U.S.

After Splash Park Shooting, Michigan Community Feels a Familiar Pain

One day after a shooting in a splash park in suburban Detroit injured nine people, including children, residents on Sunday were struggling to process what happened, with bafflement, fear and shock.

“It was hard to go to sleep last night. It’s hard to function this morning,” said Alex Roser, a 33-year-old pharmacy technician who said he grew up in the area.

On Saturday afternoon, a gunman opened fire at a splash pad — a play area for children with blue cylinders that spray water — in Rochester Hills. The police identified the shooter as Michael William Nash, 42, and said that the handgun recovered at the scene was legally purchased in 2015 and registered to him.

Authorities said that a motive was not yet known but that the attack appeared to be random. Mr. Nash was found dead with what appeared to be a self-inflicted gunshot wound later on Saturday in his home nearby, they said.

The wounded included an 8-year-old boy, a 4-year-old boy and their 39-year-old mother, authorities said. Others at the park that day were a city employee and 14 of his friends and family members. The city employee’s wife was shot, Mayor Bryan Barnett of Rochester Hills said Sunday.
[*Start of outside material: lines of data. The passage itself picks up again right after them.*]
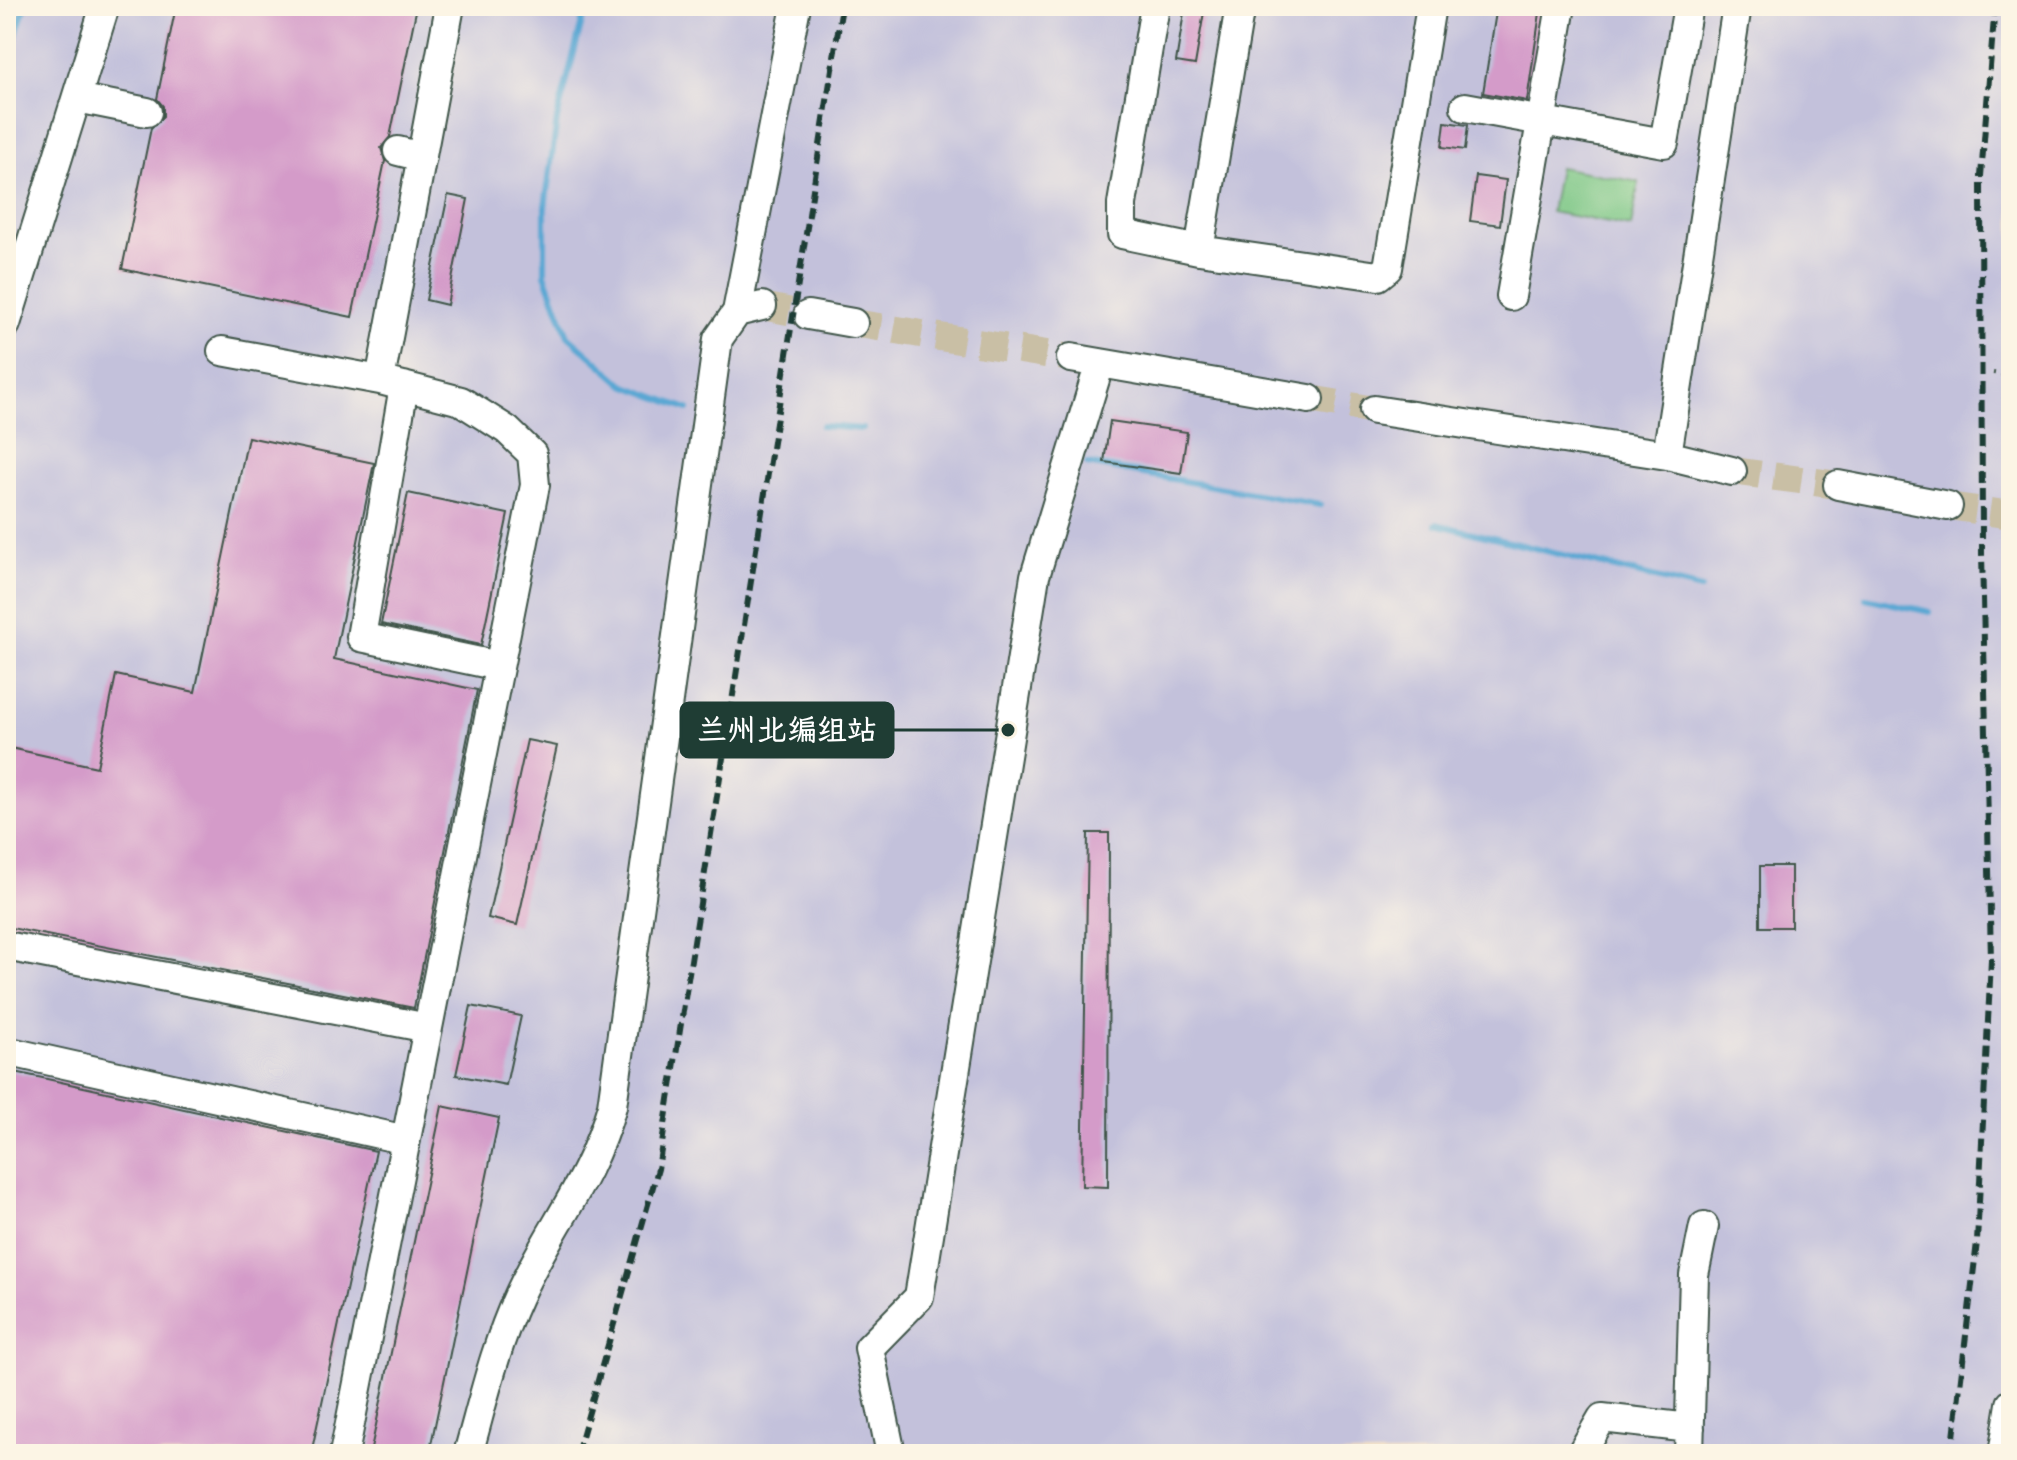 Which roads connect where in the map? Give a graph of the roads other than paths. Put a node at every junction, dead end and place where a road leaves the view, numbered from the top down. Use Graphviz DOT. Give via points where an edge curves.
graph roads {
  1 [pos="105,6"];
  2 [pos="450,6"];
  3 [pos="796,6"];
  4 [pos="1155,6"];
  5 [pos="1240,6"];
  6 [pos="1431,6"];
  7 [pos="1561,6"];
  8 [pos="1688,6"];
  9 [pos="1737,6"];
  10 [pos="77,98"];
  11 [pos="1465,107"];
  12 [pos="147,112"];
  13 [pos="1541,121"];
  14 [pos="1199,250"];
  15 [pos="1511,296"];
  16 [pos="808,315"];
  17 [pos="853,323"];
  18 [pos="6,324"];
  19 [pos="222,351"];
  20 [pos="1071,358"];
  21 [pos="1100,363"];
  22 [pos="392,383"];
  23 [pos="1309,399"];
  24 [pos="1374,410"];
  25 [pos="1667,455"];
  26 [pos="1732,471"];
  27 [pos="1838,485"];
  28 [pos="1948,506"];
  29 [pos="499,666"];
  30 [pos="6,946"];
  31 [pos="428,1028"];
  32 [pos="6,1051"];
  33 [pos="406,1140"];
  34 [pos="1704,1226"];
  35 [pos="2011,1404"];
  36 [pos="1689,1441"];
  37 [pos="344,1454"];
  38 [pos="468,1454"];
  39 [pos="891,1454"];
  40 [pos="1581,1454"];
  41 [pos="2003,1454"];
  1 -- 10 [label="street"];
  2 -- 22 [label="street" via="410,154"];
  3 -- 38 [label="street" via="749,309 718,339 612,1106 600,1149 518,1296"];
  4 -- 14 [label="street" via="1122,204 1122,234"];
  5 -- 14 [label="street"];
  6 -- 14 [label="street" via="1388,268 1378,276"];
  7 -- 13 [label="street"];
  8 -- 13 [label="street" via="1664,143"];
  9 -- 25 [label="street"];
  10 -- 12 [label="street"];
  10 -- 18 [label="street"];
  11 -- 13 [label="street"];
  13 -- 15 [label="street"];
  16 -- 17 [label="street"];
  19 -- 22 [label="street"];
  20 -- 21 [label="street"];
  21 -- 23 [label="street"];
  21 -- 39 [label="street" via="1035,576 919,1297 869,1348"];
  22 -- 29 [label="street" via="461,401 507,430 532,454 535,485"];
  22 -- 29 [label="street" via="361,637"];
  24 -- 25 [label="street"];
  25 -- 26 [label="street"];
  27 -- 28 [label="street"];
  29 -- 31 [label="street"];
  30 -- 31 [label="street"];
  31 -- 33 [label="street"];
  32 -- 33 [label="street"];
  33 -- 37 [label="street"];
  34 -- 36 [label="street" via="1694,1275"];
  35 -- 41 [label="street"];
  36 -- 40 [label="street" via="1602,1418"];
}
He added that two of the victims were in critical condition, while the others were stable.

As the community reeled, it was not lost on residents that this was the second shooting in the area in recent years: In 2021 at Oxford High School in the same county, a student fatally shot four of his classmates and injured seven others. And many were horrified that this time it happened so close to their home, in a city that promotes itself on its website as one of the safest in America.